Frank Oftring

Biographical details
- Born: June 4, 1924
- Died: October 4, 1982 (aged 58) Worcester, Massachusetts, U.S.

Playing career
- 1946–1950: Holy Cross

Coaching career (HC unless noted)
- 1952–1959: Saint Peter's HS
- 1959–1961: Holy Cross (assistant)
- 1961–1965: Holy Cross

= Frank Oftring =

American basketball player and coach

Frank A. Oftring Jr. (June 4, 1924 – October 4, 1982) was an American college basketball player and coach. He played on Holy Cross' 1947 National Championship team and later returned to campus as the school's head coach from 1961 to 1965.

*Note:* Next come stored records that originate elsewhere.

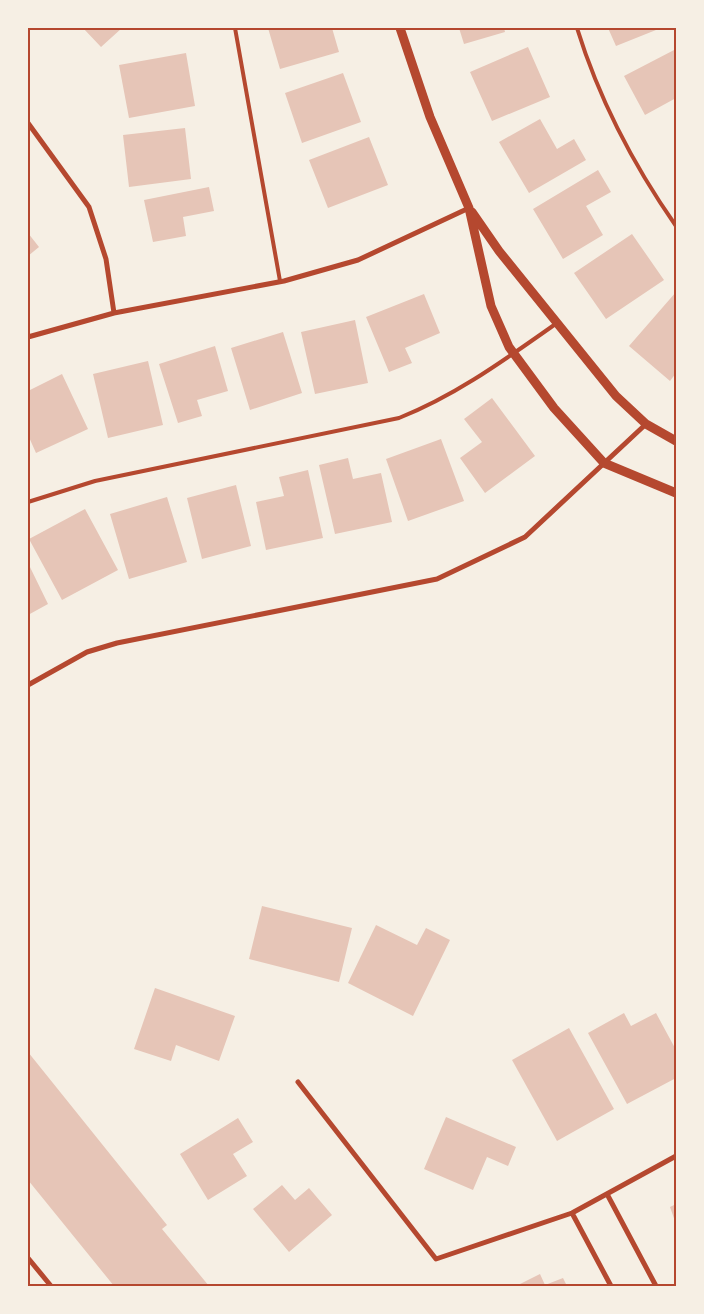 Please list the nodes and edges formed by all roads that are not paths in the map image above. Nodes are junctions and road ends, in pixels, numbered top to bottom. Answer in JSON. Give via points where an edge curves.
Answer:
{"nodes":[{"id":1,"x":234,"y":28,"type":"edge"},
{"id":2,"x":400,"y":28,"type":"edge"},
{"id":3,"x":577,"y":28,"type":"edge"},
{"id":4,"x":28,"y":123,"type":"edge"},
{"id":5,"x":469,"y":208,"type":"junction"},
{"id":6,"x":676,"y":226,"type":"edge"},
{"id":7,"x":280,"y":281,"type":"junction"},
{"id":8,"x":114,"y":313,"type":"junction"},
{"id":9,"x":557,"y":322,"type":"junction"},
{"id":10,"x":28,"y":337,"type":"edge"},
{"id":11,"x":513,"y":353,"type":"junction"},
{"id":12,"x":646,"y":424,"type":"junction"},
{"id":13,"x":676,"y":441,"type":"edge"},
{"id":14,"x":604,"y":463,"type":"junction"},
{"id":15,"x":676,"y":493,"type":"edge"},
{"id":16,"x":28,"y":502,"type":"edge"},
{"id":17,"x":28,"y":685,"type":"edge"},
{"id":18,"x":298,"y":1082,"type":"dead end"},
{"id":19,"x":676,"y":1156,"type":"edge"},
{"id":20,"x":607,"y":1194,"type":"junction"},
{"id":21,"x":572,"y":1213,"type":"junction"},
{"id":22,"x":28,"y":1258,"type":"edge"},
{"id":23,"x":51,"y":1286,"type":"edge"},
{"id":24,"x":611,"y":1286,"type":"edge"},
{"id":25,"x":656,"y":1286,"type":"edge"}],
"edges":[{"from":1,"to":7,"type":"lane"},
{"from":2,"to":5,"type":"street","via":[[430,117]]},
{"from":3,"to":6,"type":"lane","via":[[588,62],[626,146]]},
{"from":4,"to":8,"type":"street","via":[[89,207],[106,259]]},
{"from":5,"to":7,"type":"street","via":[[358,260]]},
{"from":5,"to":9,"type":"street","via":[[499,251]]},
{"from":5,"to":11,"type":"street","via":[[491,306]]},
{"from":7,"to":8,"type":"street"},
{"from":8,"to":10,"type":"street"},
{"from":9,"to":11,"type":"lane"},
{"from":9,"to":12,"type":"street","via":[[616,396]]},
{"from":11,"to":14,"type":"street","via":[[554,408]]},
{"from":11,"to":16,"type":"lane","via":[[431,405],[399,418],[95,481]]},
{"from":12,"to":13,"type":"street"},
{"from":12,"to":14,"type":"street"},
{"from":14,"to":15,"type":"street"},
{"from":14,"to":17,"type":"street","via":[[525,537],[437,578],[117,643],[87,652]]},
{"from":18,"to":21,"type":"street","via":[[436,1259]]},
{"from":19,"to":20,"type":"street"},
{"from":20,"to":21,"type":"street"},
{"from":20,"to":25,"type":"street"},
{"from":21,"to":24,"type":"street"},
{"from":22,"to":23,"type":"street"}]} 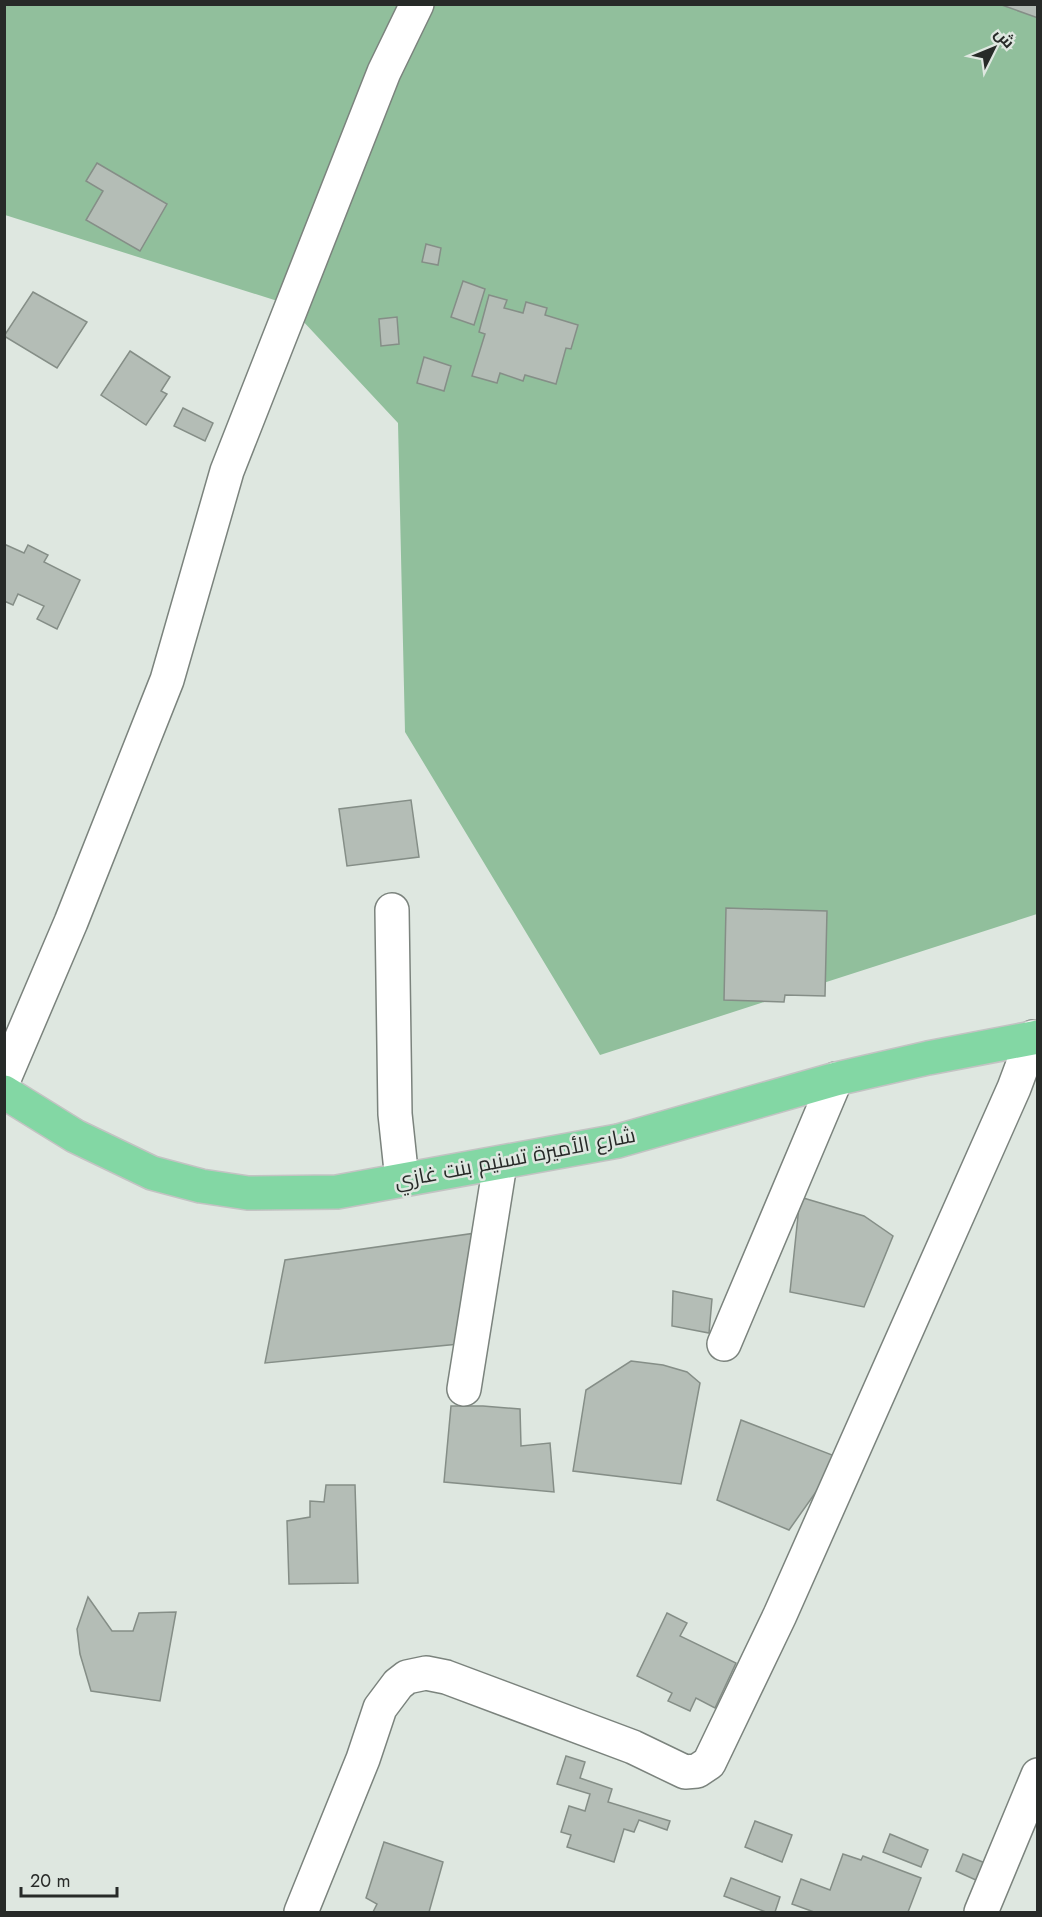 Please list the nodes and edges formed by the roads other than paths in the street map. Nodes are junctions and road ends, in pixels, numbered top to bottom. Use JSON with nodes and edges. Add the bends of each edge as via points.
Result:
{"nodes":[{"id":1,"x":417,"y":4,"type":"edge"},
{"id":2,"x":392,"y":910,"type":"dead end"},
{"id":3,"x":1035,"y":1037,"type":"edge"},
{"id":4,"x":4,"y":1079,"type":"edge"},
{"id":5,"x":836,"y":1079,"type":"junction"},
{"id":6,"x":4,"y":1092,"type":"edge"},
{"id":7,"x":500,"y":1164,"type":"junction"},
{"id":8,"x":402,"y":1180,"type":"junction"},
{"id":9,"x":724,"y":1344,"type":"dead end"},
{"id":10,"x":464,"y":1389,"type":"dead end"},
{"id":11,"x":1038,"y":1775,"type":"edge"},
{"id":12,"x":300,"y":1912,"type":"edge"},
{"id":13,"x":981,"y":1912,"type":"edge"}],
"edges":[{"from":1,"to":4,"type":"street","via":[[384,72],[227,471],[167,680]]},
{"from":2,"to":8,"type":"street","via":[[395,1114]]},
{"from":3,"to":5,"type":"main road","name":"شارع الأميرة تسنيم بنت غازي"},
{"from":3,"to":12,"type":"street","via":[[790,1593],[709,1763],[697,1771],[685,1772],[633,1747],[446,1677],[426,1673],[407,1677],[380,1708]]},
{"from":5,"to":7,"type":"main road","name":"شارع الأميرة تسنيم بنت غازي","via":[[618,1141]]},
{"from":5,"to":9,"type":"street"},
{"from":6,"to":8,"type":"main road","name":"شارع الأميرة تسنيم بنت غازي","via":[[75,1136],[152,1173],[201,1186],[248,1193],[337,1192]]},
{"from":7,"to":8,"type":"main road","name":"شارع الأميرة تسنيم بنت غازي"},
{"from":7,"to":10,"type":"street"},
{"from":11,"to":13,"type":"street"}]} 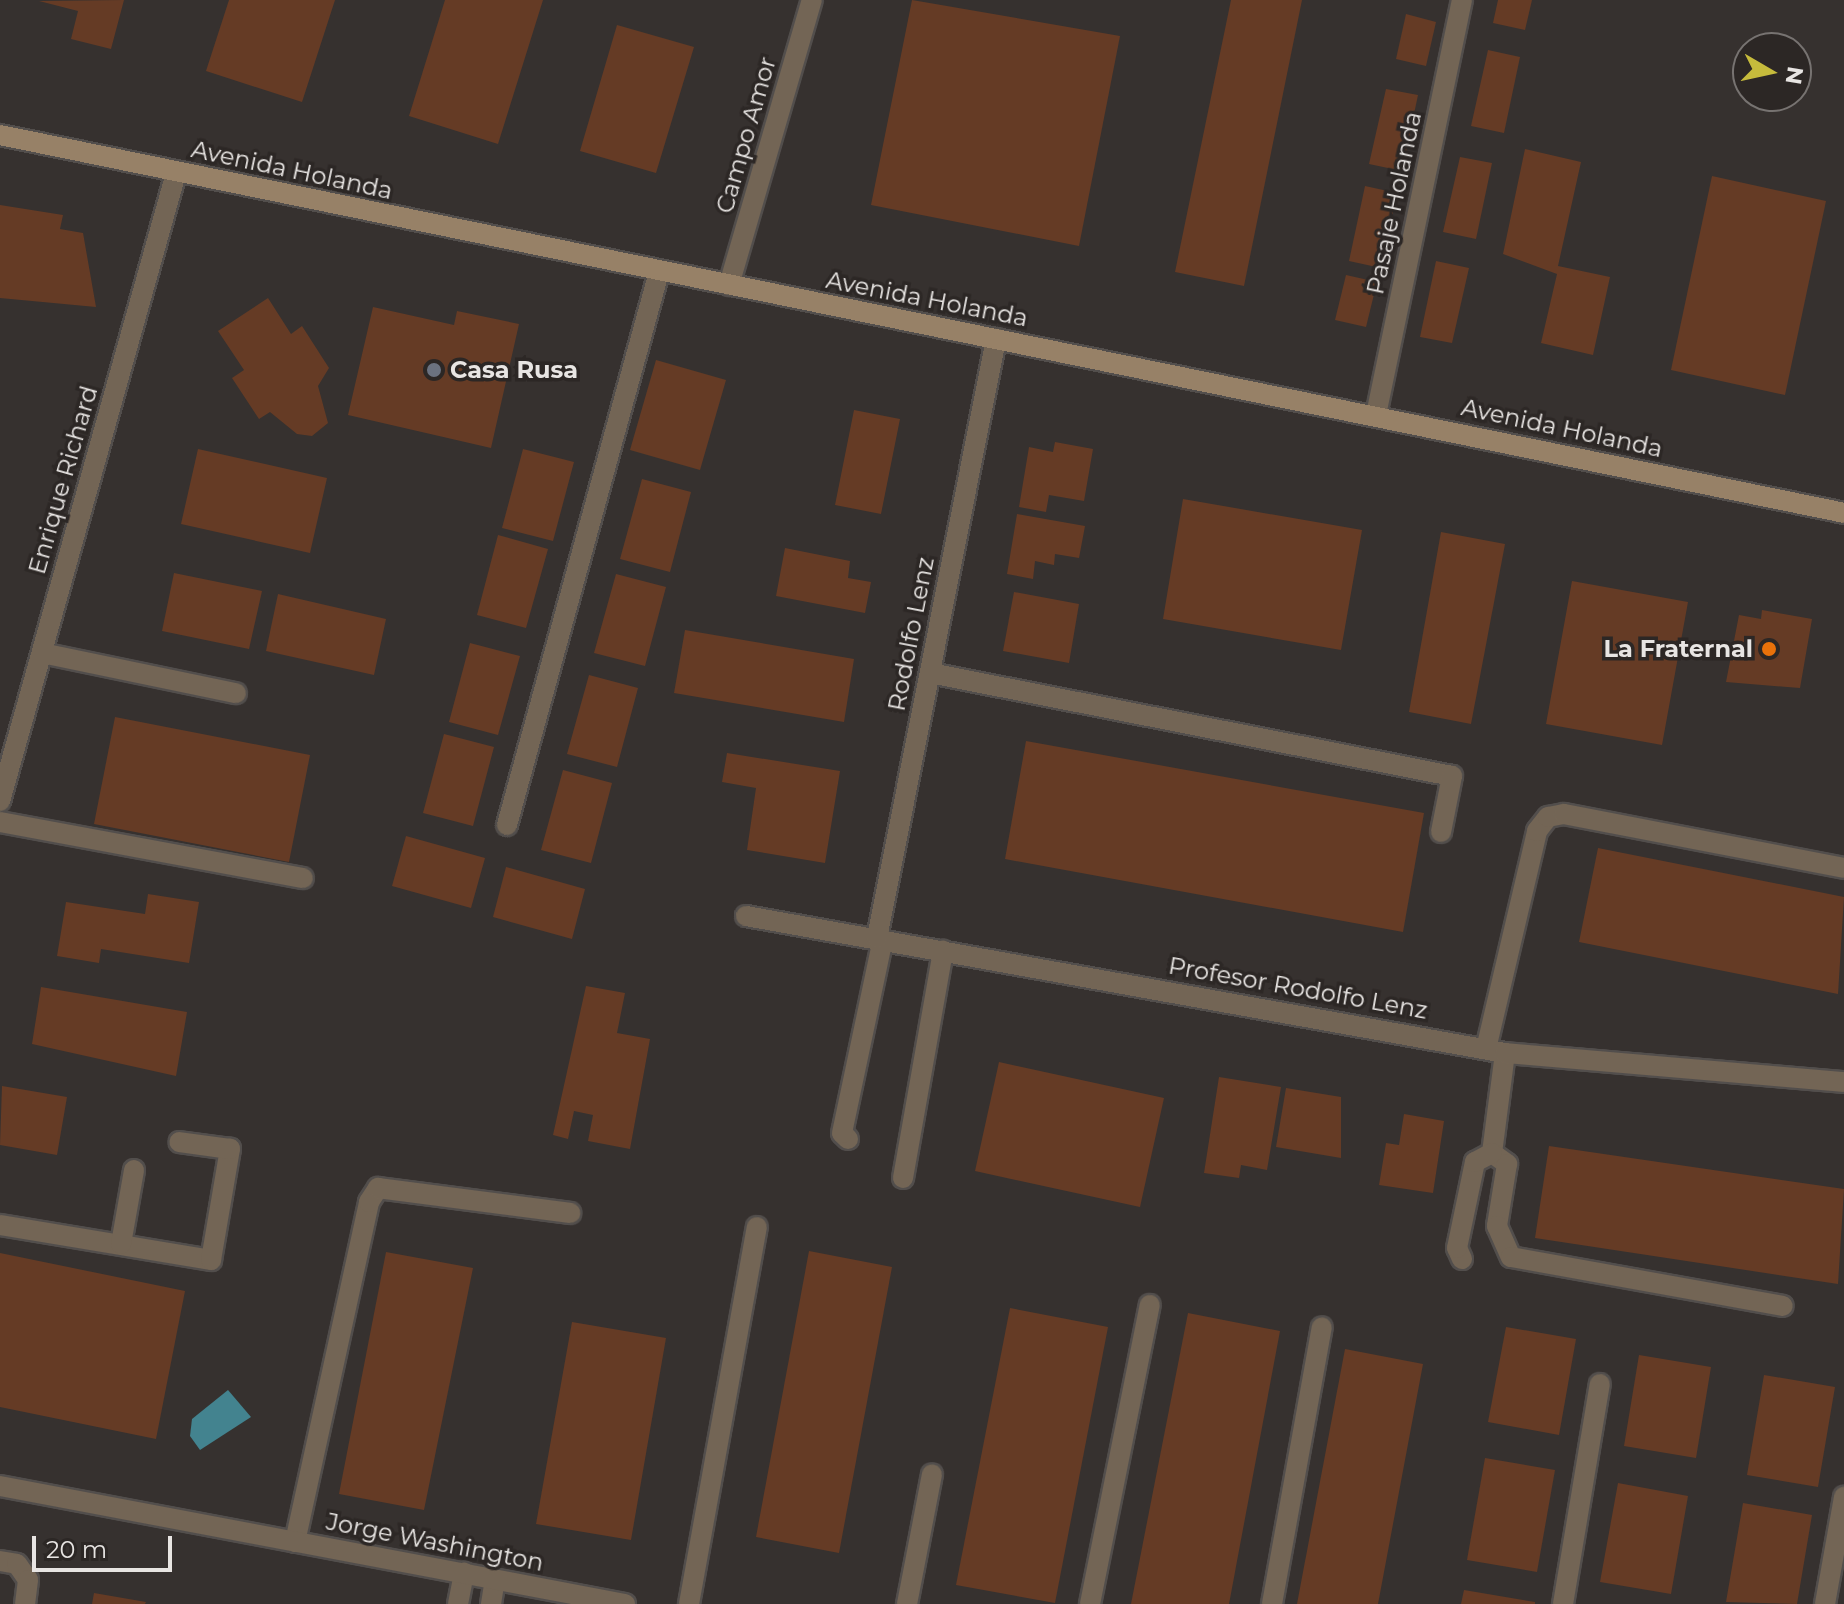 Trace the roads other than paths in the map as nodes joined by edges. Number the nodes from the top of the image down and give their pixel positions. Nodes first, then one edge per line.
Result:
1 (812, 0) edge
2 (1462, 0) edge
3 (0, 135) edge
4 (176, 173) junction
5 (659, 272) junction
6 (729, 285) junction
7 (996, 339) junction
8 (1376, 415) junction
9 (1844, 513) edge
10 (42, 653) junction
11 (930, 673) junction
12 (236, 693) dead end
13 (0, 801) edge
14 (0, 822) edge
15 (507, 825) dead end
16 (1441, 832) dead end
17 (1844, 868) edge
18 (303, 878) dead end
19 (746, 916) dead end
20 (880, 939) junction
21 (943, 950) junction
22 (1496, 1051) junction
23 (1844, 1082) edge
24 (848, 1139) dead end
25 (179, 1142) dead end
26 (1492, 1153) junction
27 (134, 1170) dead end
28 (903, 1178) dead end
29 (570, 1213) dead end
30 (0, 1225) edge
31 (757, 1227) dead end
32 (121, 1244) junction
33 (1462, 1259) dead end
34 (1150, 1305) dead end
35 (1783, 1306) dead end
36 (1322, 1327) dead end
37 (1600, 1384) dead end
38 (932, 1474) dead end
39 (0, 1486) edge
40 (1844, 1497) edge
41 (295, 1542) junction
42 (0, 1561) edge
43 (464, 1573) junction
44 (495, 1580) junction
45 (25, 1604) edge
46 (458, 1604) edge
47 (491, 1604) edge
48 (625, 1604) edge
49 (689, 1604) edge
50 (907, 1604) edge
51 (1090, 1604) edge
52 (1272, 1604) edge
53 (1563, 1604) edge
54 (1825, 1604) edge

1 - 6 street, Campo Amor
2 - 8 street, Pasaje Holanda
3 - 4 street, Avenida Holanda
4 - 5 street, Avenida Holanda
4 - 10 street, Enrique Richard
5 - 6 street, Avenida Holanda
5 - 15 street
6 - 7 street, Avenida Holanda
7 - 8 street, Avenida Holanda
7 - 11 street, Rodolfo Lenz
8 - 9 street, Avenida Holanda
10 - 12 street
10 - 13 street, Enrique Richard
11 - 16 street
11 - 20 street, Rodolfo Lenz
14 - 18 street
17 - 22 street
19 - 20 street, Profesor Rodolfo Lenz
20 - 21 street, Profesor Rodolfo Lenz
20 - 24 street, Rodolfo Lenz
21 - 22 street, Profesor Rodolfo Lenz
21 - 28 street
22 - 23 street, Profesor Rodolfo Lenz
22 - 26 street
25 - 32 street
26 - 33 street
26 - 35 street
27 - 32 street
29 - 41 street
30 - 32 street
31 - 49 street
34 - 51 street
36 - 52 street
37 - 53 street
38 - 50 street
39 - 41 street, Jorge Washington
40 - 54 street
41 - 43 street, Jorge Washington
42 - 45 street
43 - 44 street, Jorge Washington
43 - 46 street
44 - 47 street
44 - 48 street, Jorge Washington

After concluding his high school career in June 1942 at Brooklyn Technical High School, Oftring joined the United States Navy during World War II, stationed primarily at Quonset Point Naval Air Station in Rhode Island. Following his service, he joined Doggie Julian's Holy Cross team and was a forward on their 1947 championship team with future Hall of Fame guard Bob Cousy. After his career, Oftring was drafted in the 8th round of the 1950 NBA draft by the Boston Celtics, though he never played in the NBA.

During the 1950s, Oftring and Cousy owned a gas station and driving school. In 1952, Oftring began his coaching career at Saint Peter's High School in Worcester, Massachusetts. He returned to Holy Cross in 1959 as an assistant coach. He became Holy Cross' head basketball coach in 1961. He left after four seasons with a record of 64–33 and started a brokerage business.

Oftring died on October 4, 1982. He was inducted into the New England Basketball Hall of Fame in 2009.